Required action: Among the entries that follow, find every line with the word "middle" and list it.

The data:
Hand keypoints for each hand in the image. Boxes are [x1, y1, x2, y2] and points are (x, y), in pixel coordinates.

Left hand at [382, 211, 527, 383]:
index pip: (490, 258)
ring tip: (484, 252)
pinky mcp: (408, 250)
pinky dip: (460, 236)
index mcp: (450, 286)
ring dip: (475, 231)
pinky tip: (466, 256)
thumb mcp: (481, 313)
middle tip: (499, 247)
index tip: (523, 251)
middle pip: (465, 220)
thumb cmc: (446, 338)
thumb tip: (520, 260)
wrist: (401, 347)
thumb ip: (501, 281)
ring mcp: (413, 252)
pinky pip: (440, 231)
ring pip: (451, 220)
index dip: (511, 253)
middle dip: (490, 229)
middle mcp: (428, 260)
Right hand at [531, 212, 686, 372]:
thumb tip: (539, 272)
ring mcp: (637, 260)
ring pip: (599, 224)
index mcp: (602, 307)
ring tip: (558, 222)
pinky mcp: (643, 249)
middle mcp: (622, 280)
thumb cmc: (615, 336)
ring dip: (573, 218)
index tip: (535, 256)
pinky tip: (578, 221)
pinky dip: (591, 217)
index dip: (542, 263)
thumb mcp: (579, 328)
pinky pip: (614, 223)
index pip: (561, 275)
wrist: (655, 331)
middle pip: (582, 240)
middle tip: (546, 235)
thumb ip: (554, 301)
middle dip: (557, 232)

Worked solution:
middle tip: (499, 247)
middle pip: (465, 220)
middle dip: (490, 229)
middle mcp: (428, 260)
middle mcp: (622, 280)
middle pip: (582, 240)
middle tip: (546, 235)
middle dip: (557, 232)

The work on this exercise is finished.